Propofol Attenuates Early Brain Injury After Subarachnoid Hemorrhage in Rats.

Our previous studies demonstrated that propofol protects rat brain against focal cerebral ischemia. However, whether propofol attenuates early brain injury after subarachnoid hemorrhage in rats remains unknown until now. The present study was performed to evaluate the effect of propofol on early brain injury after subarachnoid hemorrhage in rats and further explore the potential mechanisms. Sprague-Dawley rats underwent subarachnoid hemorrhage (SAH) by endovascular perforation then received treatment with propofol (10 or 50 mg/kg) or vehicle after 2 and 12 h of SAH. SAH grading, neurological scores, brain water content, Evans blue extravasation, the myeloperoxidase activity, and malondialdehyde (MDA) content were measured 24 h after SAH. Expression of nuclear factor erythroid-related factor 2 (Nrf2), nuclear factor-kappa B (NF-κB) p65, and aquaporin 4 (AQP4) expression in rat brain were detected by Western blot. Expression of cyclooxygenase-2 (COX-2) and matrix metalloproteinase-9 (MMP-9) were determined by reverse transcription-polymerase chain reaction (RT-PCR). Expressions of tumor necrosis factor-α (TNF-α) and interleukin-1β (IL-1β) were assessed by ELISA. Neurological scores, brain water content, Evans blue extravasation, the myeloperoxidase activity, and MDA content were significantly reduced by propofol.
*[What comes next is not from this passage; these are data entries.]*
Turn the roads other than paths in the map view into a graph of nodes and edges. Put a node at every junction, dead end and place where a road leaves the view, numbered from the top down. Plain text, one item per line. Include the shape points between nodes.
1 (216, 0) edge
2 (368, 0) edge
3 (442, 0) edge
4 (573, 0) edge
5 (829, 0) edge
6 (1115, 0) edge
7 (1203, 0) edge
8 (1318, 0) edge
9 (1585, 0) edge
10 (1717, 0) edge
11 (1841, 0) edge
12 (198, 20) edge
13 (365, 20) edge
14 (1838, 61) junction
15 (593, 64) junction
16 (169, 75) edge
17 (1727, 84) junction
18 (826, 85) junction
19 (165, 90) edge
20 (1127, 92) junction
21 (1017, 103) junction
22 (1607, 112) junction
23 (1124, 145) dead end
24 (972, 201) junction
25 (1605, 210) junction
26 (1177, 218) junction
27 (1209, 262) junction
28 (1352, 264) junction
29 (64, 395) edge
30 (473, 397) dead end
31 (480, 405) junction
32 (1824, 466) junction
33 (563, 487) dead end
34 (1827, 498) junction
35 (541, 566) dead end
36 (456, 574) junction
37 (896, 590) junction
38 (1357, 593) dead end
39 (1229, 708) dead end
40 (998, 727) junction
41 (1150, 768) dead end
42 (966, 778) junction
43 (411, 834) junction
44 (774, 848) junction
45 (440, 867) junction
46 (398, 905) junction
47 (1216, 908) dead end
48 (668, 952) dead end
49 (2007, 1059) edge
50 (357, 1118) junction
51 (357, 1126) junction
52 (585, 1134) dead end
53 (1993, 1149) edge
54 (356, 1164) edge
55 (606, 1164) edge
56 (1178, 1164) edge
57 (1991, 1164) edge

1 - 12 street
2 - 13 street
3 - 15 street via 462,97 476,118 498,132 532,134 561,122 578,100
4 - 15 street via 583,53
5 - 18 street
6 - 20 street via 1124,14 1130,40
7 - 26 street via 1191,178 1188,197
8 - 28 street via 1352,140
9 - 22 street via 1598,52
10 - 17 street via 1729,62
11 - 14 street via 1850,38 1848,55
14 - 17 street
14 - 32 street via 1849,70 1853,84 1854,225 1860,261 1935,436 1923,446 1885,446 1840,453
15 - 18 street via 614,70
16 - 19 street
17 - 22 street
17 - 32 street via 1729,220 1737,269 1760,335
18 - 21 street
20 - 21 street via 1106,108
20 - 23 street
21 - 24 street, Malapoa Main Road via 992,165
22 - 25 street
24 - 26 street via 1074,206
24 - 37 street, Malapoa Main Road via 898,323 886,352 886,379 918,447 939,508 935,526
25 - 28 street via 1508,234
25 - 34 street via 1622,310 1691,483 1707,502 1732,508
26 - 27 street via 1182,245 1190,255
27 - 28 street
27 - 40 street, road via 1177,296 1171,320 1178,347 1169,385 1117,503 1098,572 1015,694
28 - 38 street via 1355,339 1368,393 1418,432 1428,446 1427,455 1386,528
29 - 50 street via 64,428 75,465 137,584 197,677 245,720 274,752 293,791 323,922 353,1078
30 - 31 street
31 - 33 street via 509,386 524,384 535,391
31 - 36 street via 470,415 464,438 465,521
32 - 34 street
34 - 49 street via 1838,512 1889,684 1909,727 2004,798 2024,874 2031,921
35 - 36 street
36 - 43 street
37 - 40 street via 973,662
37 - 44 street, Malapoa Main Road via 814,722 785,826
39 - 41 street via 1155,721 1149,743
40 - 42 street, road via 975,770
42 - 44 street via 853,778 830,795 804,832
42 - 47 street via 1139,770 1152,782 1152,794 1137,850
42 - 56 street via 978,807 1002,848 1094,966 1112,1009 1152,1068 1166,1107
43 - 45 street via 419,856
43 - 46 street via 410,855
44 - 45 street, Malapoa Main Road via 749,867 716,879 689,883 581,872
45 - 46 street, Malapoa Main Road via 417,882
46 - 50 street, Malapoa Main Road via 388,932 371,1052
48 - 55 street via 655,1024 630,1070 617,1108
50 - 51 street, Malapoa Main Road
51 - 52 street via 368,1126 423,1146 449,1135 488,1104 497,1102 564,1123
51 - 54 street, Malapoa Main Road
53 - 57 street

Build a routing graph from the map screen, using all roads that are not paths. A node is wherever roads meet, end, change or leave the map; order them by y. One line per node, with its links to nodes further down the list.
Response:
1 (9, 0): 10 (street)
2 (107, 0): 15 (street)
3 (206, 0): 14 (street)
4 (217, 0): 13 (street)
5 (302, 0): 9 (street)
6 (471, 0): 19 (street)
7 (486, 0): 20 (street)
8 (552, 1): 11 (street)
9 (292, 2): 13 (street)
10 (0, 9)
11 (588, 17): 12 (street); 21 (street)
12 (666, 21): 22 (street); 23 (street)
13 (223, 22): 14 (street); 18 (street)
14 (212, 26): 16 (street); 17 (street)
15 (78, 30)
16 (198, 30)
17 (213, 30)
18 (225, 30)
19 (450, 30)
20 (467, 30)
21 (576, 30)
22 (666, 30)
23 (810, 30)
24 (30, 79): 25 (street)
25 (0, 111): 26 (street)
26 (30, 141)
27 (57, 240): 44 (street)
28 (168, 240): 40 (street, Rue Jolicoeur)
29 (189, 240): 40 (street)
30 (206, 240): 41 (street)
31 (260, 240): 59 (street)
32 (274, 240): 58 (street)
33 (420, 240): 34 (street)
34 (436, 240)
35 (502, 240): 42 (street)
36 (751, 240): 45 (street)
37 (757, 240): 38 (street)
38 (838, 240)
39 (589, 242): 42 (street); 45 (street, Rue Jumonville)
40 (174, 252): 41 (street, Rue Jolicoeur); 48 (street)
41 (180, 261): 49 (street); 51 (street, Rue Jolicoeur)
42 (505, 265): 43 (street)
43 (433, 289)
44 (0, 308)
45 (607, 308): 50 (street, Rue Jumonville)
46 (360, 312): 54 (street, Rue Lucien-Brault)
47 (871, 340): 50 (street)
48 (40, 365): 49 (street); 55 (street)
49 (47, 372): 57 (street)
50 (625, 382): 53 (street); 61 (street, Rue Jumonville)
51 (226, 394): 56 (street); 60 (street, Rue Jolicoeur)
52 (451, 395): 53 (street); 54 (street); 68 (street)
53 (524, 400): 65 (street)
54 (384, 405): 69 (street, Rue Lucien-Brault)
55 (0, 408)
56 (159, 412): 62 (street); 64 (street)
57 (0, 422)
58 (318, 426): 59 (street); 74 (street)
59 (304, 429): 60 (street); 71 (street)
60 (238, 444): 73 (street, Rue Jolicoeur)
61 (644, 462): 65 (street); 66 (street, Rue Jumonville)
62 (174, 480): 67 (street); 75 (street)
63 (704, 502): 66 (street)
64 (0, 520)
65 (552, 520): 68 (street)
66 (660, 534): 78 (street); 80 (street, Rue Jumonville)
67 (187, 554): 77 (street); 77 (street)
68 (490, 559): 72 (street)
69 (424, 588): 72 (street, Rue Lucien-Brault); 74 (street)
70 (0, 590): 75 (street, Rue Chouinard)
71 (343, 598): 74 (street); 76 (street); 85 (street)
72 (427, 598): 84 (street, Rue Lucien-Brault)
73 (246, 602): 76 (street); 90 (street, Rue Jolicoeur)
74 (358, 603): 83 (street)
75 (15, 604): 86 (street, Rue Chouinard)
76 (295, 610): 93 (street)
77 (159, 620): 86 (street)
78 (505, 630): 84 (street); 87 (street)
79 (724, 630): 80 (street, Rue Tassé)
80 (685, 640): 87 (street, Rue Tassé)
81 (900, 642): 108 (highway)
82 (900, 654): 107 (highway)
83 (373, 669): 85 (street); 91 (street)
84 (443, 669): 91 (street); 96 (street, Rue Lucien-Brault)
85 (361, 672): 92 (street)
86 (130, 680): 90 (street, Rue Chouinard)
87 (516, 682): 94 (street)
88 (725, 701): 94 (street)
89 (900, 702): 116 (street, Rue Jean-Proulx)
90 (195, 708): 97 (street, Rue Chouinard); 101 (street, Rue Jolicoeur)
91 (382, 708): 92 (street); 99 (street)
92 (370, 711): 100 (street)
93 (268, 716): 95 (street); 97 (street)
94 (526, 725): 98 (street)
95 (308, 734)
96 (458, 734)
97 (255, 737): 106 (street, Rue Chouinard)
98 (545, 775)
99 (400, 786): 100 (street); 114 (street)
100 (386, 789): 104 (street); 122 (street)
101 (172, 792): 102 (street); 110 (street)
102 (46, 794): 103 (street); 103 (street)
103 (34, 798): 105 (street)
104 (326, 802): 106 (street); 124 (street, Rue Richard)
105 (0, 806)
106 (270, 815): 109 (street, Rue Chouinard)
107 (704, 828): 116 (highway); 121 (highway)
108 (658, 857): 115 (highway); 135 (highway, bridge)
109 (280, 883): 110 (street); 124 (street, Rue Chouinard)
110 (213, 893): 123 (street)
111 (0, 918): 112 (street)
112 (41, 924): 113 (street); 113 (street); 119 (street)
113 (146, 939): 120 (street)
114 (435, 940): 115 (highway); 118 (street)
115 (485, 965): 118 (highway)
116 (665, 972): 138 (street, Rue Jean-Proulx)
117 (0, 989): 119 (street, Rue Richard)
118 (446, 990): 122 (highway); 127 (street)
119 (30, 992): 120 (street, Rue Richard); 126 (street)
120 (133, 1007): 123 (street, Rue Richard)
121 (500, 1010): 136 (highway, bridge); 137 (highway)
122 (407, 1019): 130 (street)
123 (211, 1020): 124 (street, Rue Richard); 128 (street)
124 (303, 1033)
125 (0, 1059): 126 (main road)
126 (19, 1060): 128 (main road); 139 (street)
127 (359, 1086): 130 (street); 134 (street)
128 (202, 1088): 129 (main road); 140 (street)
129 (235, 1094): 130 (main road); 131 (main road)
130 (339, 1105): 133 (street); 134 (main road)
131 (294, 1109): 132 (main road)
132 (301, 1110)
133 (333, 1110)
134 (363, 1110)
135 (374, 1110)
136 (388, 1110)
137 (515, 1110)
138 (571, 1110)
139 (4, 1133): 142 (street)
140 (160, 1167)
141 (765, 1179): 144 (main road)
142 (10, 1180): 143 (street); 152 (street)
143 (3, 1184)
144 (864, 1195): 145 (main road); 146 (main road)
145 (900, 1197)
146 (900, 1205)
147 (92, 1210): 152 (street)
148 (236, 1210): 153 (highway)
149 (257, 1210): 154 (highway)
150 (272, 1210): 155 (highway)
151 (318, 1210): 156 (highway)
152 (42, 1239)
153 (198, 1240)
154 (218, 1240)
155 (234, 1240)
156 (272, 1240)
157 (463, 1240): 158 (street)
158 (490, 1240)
Furthermore, expression of Nrf2 in rat brain was upregulated by propofol, and expression of NF-κB p65, AQP4, COX-2, MMP-9, TNF-α, and IL-1β in rat brain were attenuated by propofol. Our results demonstrated that propofol improves neurological scores, reduces brain edema, blood-brain barrier (BBB) permeability, inflammatory reaction, and lipid peroxidation in rats of SAH. Propofol exerts neuroprotection against SAH-induced early brain injury, which might be associated with the inhibition of inflammation and lipid peroxidation.